Tragedia giovedì scorso in un’abitazione di Tavazzano con Villavesco dove una bimba di appena 4 mesi è morta: disposta l’autopsia sul corpicino della piccola per chiarire le cause del decesso.
Dramma in casa
Non solo il neonato morto a Lodi subito dopo il parto, un’altra tragedia ha colpito la comunità di Tavazzano: una bambina di soli quattro mesi è stata trovata senza vita nella propria abitazione, nella mattinata di giovedì 18 dicembre 2025. La mamma, di origine egiziana, che era sola in casa, ha scoperto intorno alle 9.30 che la piccola non respirava e ha subito chiamato il 118. Sul posto sono intervenuti ambulanza, automedica e carabinieri, ma per la bimba non c’era ormai più nulla da fare.

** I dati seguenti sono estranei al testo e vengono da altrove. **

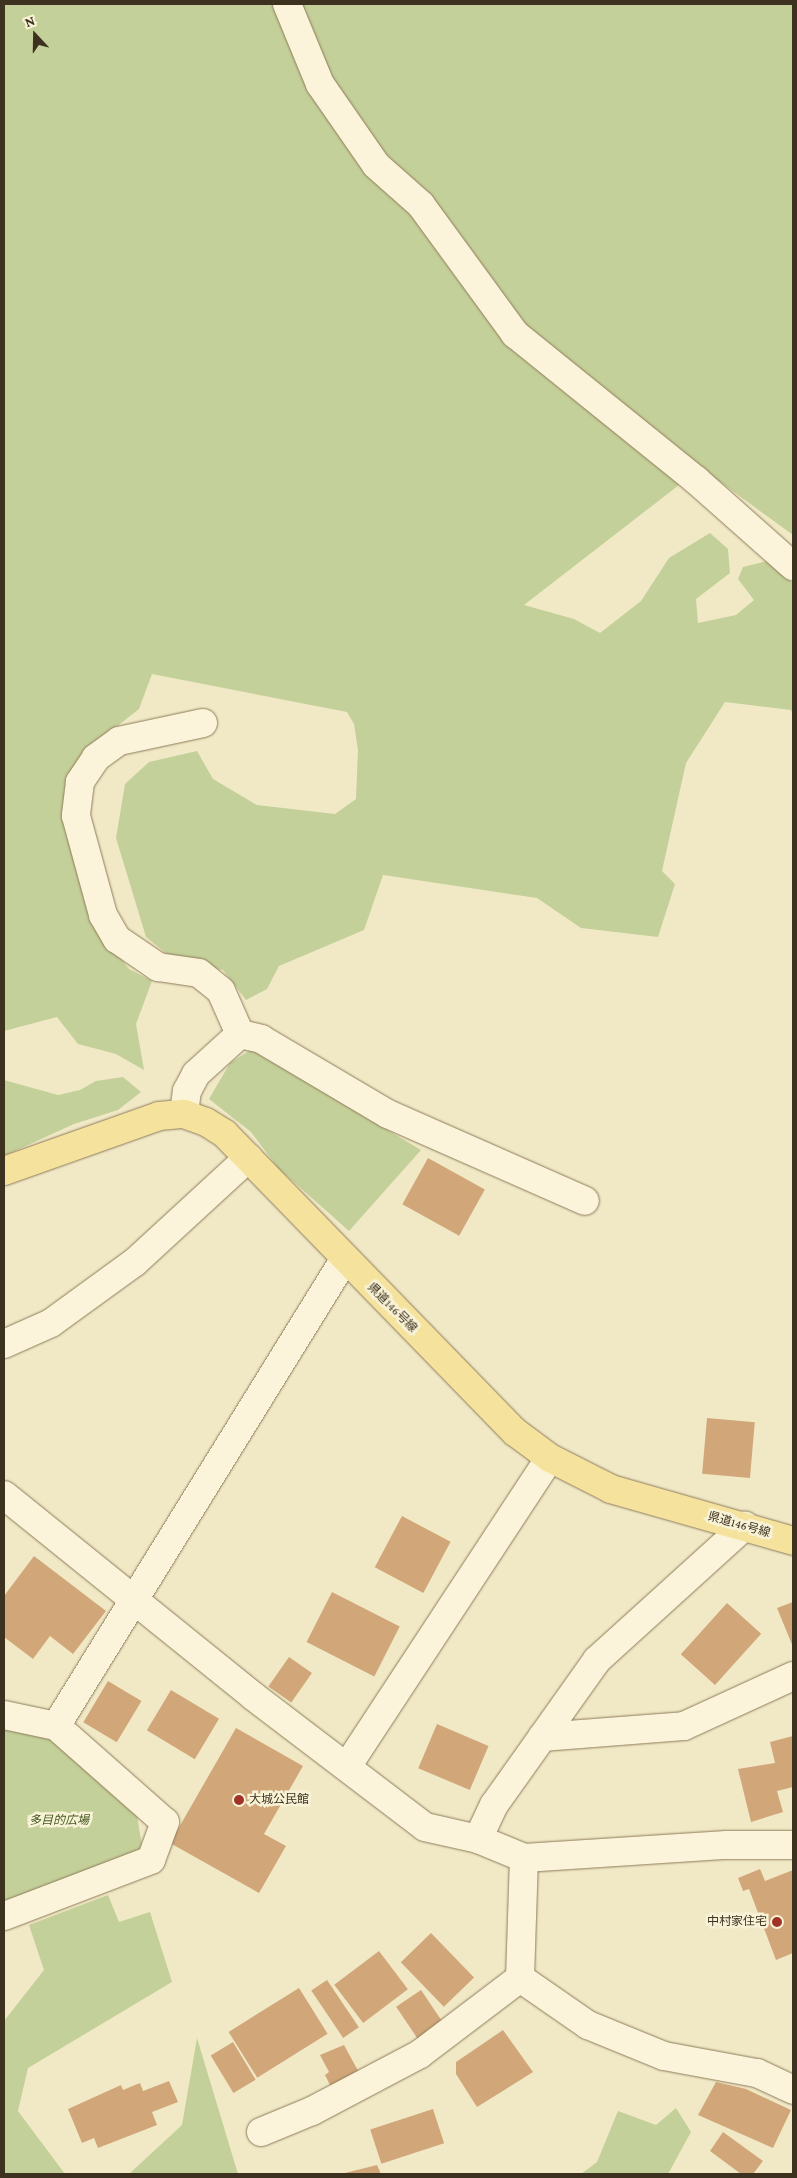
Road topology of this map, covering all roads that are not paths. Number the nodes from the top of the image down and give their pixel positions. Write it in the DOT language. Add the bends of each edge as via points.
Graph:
graph roads {
  1 [pos="287,4"];
  2 [pos="793,566"];
  3 [pos="203,723"];
  4 [pos="240,1034"];
  5 [pos="184,1114"];
  6 [pos="248,1158"];
  7 [pos="4,1171"];
  8 [pos="586,1201"];
  9 [pos="344,1260"];
  10 [pos="4,1344"];
  11 [pos="550,1458"];
  12 [pos="4,1495"];
  13 [pos="745,1526"];
  14 [pos="788,1535"];
  15 [pos="136,1598"];
  16 [pos="793,1676"];
  17 [pos="4,1715"];
  18 [pos="56,1726"];
  19 [pos="542,1737"];
  20 [pos="348,1765"];
  21 [pos="478,1839"];
  22 [pos="793,1844"];
  23 [pos="524,1858"];
  24 [pos="4,1916"];
  25 [pos="520,1978"];
  26 [pos="793,2090"];
  27 [pos="261,2132"];
  1 -- 2 [label="street" via="326,92 376,165 421,205 515,334 696,480"];
  3 -- 4 [label="street" via="118,741 96,758 80,782 76,816 103,915 118,939 158,967 199,972 221,991"];
  4 -- 5 [label="street" via="196,1074 187,1091"];
  4 -- 8 [label="street" via="261,1039 388,1114"];
  5 -- 6 [label="main road, 県道146号線" via="225,1134"];
  5 -- 7 [label="main road" via="137,1122"];
  6 -- 9 [label="main road, 県道146号線"];
  6 -- 10 [label="street" via="136,1262 51,1322"];
  9 -- 11 [label="main road, 県道146号線" via="515,1432"];
  9 -- 15 [label="street"];
  11 -- 13 [label="main road, 県道146号線" via="611,1489"];
  11 -- 20 [label="street"];
  12 -- 15 [label="street"];
  13 -- 14 [label="main road, 県道146号線"];
  13 -- 19 [label="street" via="597,1660"];
  15 -- 18 [label="street"];
  15 -- 20 [label="street" via="253,1696"];
  16 -- 19 [label="street" via="684,1726"];
  17 -- 18 [label="street"];
  18 -- 24 [label="street" via="165,1822 151,1860"];
  19 -- 21 [label="street" via="494,1805"];
  20 -- 21 [label="street" via="425,1827"];
  21 -- 23 [label="street"];
  22 -- 23 [label="street"];
  23 -- 25 [label="street"];
  25 -- 26 [label="street" via="596,2028 664,2056 757,2073"];
  25 -- 27 [label="street" via="420,2054 312,2111"];
}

La piccola, che fino a poche ore prima stava bene ed era stata allattata alle 5 del mattino, era tornata a dormire insieme alla madre. La drammatica scoperta è avvenuta alcune ore dopo: la piccola era morta mentre dormiva.
Disposta l’autopsia
La Procura ha disposto un’autopsia giudiziaria presso l’istituto di medicina legale di Pavia, con l’obiettivo di chiarire le cause del decesso. L’esame, che sarà eseguito nella giornata odierna (23 dicembre 2025) servirà a determinare se vi siano motivi clinici specifici o se la vicenda rientri tra le cosiddette morti in culla.
La morte in culla
La morte in culla, o Sindrome della Morte Improvvisa del Lattante (SIDS), è la morte inaspettata e inspiegabile di un neonato sotto l’anno di vita, spesso durante il sonno, diagnosticata dopo un’autopsia che esclude altre cause. Si verifica più spesso tra i 2 e i 4 mesi e i principali fattori di rischio includono dormire a pancia in giù, un ambiente caldo e soffice. Per prevenirla, si raccomanda di far dormire il bambino supino (a pancia in su) su un materasso rigido, in una stanza a 18-20°C, senza cuscini né coperte soffici vicino al viso.